By Didi Kirstin Tatlow, Sinosphere

08/24/2015 China (

Last Thursday, with their bags all checked in at Beijing Capital International Airport for their flight to New York, Liang Xiaojun, his wife and their 8-year-old son lined up at passport control.

They were headed to Columbia University, where Mr. Liang, a lawyer and founding member of the group China Against the Death Penalty, was to study “for a semester, or perhaps longer,” he said in an interview in Beijing on Monday.

This message on Mr. Liang’s Twitter account describes how he was stopped and told he could not leave the country. “I had prepared myself psychologically early on,” he wrote. “But it hurts that a child’s young spirit must face the reality of a cruel dictatorship.”

Mr. Liang is part of a large circle of human rights lawyers in China, hundreds of whom have been questioned or detained since early July in a nationwide crackdown on civil rights lawyers and their associates.

At the checkpoint, Mr. Liang handed over the family’s passports. The immigration officer cleared his wife and his son.

Then the officer picked up Mr. Liang’s passport, typed into the computer and said, “There are some things we need to check here.” He asked Mr. Liang to step aside.

“I waited half an hour,” Mr. Liang said. “I was anxious because I knew they might not let me out. But I had also come prepared that this might happen.”

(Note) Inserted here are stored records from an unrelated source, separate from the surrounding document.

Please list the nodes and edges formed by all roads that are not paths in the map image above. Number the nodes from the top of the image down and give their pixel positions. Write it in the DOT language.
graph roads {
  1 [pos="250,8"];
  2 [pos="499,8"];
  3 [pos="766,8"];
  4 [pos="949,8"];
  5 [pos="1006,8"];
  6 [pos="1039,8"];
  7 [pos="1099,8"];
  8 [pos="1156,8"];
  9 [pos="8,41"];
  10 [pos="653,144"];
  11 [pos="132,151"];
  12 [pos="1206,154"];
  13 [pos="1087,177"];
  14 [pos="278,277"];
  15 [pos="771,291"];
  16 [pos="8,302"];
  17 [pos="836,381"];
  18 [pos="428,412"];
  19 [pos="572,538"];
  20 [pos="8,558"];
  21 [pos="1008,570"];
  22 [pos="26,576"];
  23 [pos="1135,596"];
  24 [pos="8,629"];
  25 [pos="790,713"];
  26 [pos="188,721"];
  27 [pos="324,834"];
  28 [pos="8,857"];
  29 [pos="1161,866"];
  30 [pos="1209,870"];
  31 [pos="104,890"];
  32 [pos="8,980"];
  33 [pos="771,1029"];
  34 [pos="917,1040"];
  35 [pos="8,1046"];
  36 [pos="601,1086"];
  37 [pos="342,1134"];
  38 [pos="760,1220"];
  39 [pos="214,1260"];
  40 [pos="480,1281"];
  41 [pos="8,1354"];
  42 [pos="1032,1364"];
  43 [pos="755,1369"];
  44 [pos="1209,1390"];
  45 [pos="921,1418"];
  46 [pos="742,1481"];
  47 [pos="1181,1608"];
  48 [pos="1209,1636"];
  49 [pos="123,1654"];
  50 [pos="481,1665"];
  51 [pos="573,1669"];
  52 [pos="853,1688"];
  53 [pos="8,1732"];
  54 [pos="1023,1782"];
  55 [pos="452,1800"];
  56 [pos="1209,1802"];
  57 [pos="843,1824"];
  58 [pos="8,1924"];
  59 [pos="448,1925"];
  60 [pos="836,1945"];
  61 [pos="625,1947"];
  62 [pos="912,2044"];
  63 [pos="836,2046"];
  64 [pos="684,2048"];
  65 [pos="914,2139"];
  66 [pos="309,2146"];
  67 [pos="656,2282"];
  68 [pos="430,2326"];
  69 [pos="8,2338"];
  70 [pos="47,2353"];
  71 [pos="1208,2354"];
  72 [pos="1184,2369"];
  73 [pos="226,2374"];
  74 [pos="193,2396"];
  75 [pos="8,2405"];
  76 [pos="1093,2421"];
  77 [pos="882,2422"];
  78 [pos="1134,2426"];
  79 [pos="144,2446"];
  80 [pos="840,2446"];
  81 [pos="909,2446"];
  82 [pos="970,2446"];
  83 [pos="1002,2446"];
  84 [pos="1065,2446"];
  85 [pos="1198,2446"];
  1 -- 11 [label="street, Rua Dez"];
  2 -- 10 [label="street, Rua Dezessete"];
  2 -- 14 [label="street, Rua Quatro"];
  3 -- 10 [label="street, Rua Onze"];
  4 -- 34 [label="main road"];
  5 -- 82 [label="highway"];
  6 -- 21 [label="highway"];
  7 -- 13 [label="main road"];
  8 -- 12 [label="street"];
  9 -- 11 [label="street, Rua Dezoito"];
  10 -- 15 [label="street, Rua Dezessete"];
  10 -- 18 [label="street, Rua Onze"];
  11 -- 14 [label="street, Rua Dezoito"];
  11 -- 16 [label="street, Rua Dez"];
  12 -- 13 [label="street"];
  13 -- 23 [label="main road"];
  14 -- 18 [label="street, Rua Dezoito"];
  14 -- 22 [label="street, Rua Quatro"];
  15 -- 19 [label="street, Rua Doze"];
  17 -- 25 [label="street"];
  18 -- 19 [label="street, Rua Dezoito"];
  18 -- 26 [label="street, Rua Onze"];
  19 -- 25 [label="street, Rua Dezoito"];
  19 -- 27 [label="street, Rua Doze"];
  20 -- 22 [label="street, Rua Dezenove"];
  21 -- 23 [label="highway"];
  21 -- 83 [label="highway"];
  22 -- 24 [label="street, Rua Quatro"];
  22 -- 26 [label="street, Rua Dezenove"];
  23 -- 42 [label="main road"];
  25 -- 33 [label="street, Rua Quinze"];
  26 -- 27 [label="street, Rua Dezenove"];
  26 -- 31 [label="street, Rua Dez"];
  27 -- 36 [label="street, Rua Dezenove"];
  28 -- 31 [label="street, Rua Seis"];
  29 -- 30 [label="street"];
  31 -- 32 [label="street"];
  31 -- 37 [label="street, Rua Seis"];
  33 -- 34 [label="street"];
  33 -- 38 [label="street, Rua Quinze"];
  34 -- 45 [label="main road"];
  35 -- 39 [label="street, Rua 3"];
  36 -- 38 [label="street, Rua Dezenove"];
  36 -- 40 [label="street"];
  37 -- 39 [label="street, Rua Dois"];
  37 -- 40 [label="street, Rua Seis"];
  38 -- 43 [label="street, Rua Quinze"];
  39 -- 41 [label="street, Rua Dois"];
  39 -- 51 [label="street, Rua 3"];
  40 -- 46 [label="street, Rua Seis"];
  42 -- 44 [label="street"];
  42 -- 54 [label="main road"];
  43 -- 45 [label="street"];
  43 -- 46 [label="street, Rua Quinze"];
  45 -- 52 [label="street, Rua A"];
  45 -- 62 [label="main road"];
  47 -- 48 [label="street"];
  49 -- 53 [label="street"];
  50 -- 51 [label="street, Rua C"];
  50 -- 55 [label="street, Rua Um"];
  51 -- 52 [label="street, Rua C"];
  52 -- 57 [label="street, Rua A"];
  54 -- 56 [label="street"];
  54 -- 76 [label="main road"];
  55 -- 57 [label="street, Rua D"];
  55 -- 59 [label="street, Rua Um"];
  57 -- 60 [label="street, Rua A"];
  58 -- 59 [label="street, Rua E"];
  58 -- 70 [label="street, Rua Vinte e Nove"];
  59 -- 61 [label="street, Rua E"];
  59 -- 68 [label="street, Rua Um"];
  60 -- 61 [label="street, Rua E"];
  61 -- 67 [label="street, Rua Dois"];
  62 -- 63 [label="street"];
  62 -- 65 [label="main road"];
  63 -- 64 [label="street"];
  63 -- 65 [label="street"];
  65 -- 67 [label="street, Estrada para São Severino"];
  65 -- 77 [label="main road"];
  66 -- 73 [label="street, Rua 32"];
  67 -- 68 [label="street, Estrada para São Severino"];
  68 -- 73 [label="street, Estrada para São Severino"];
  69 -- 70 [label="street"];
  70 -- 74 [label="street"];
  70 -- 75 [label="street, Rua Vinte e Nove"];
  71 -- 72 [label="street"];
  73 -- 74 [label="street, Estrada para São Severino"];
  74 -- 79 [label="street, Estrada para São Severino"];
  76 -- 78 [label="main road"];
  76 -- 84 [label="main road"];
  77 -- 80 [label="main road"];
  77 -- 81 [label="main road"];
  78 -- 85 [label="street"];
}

Officials told Mr. Liang that on orders from the Beijing Public Security Bureau, he could not leave the country.

“They said I might endanger national security,” Mr. Liang said.

He said he believed the order may have originated with the Public Security Bureau in Tianjin, a city about 90 miles southeast of Beijing, where many of the lawyers are detained and which many lawyers see as the center of the crackdown.

“If the Tianjin Public Security Bureau issues a nationwide order, then the public security bureaus in other cities have to obey,” he said.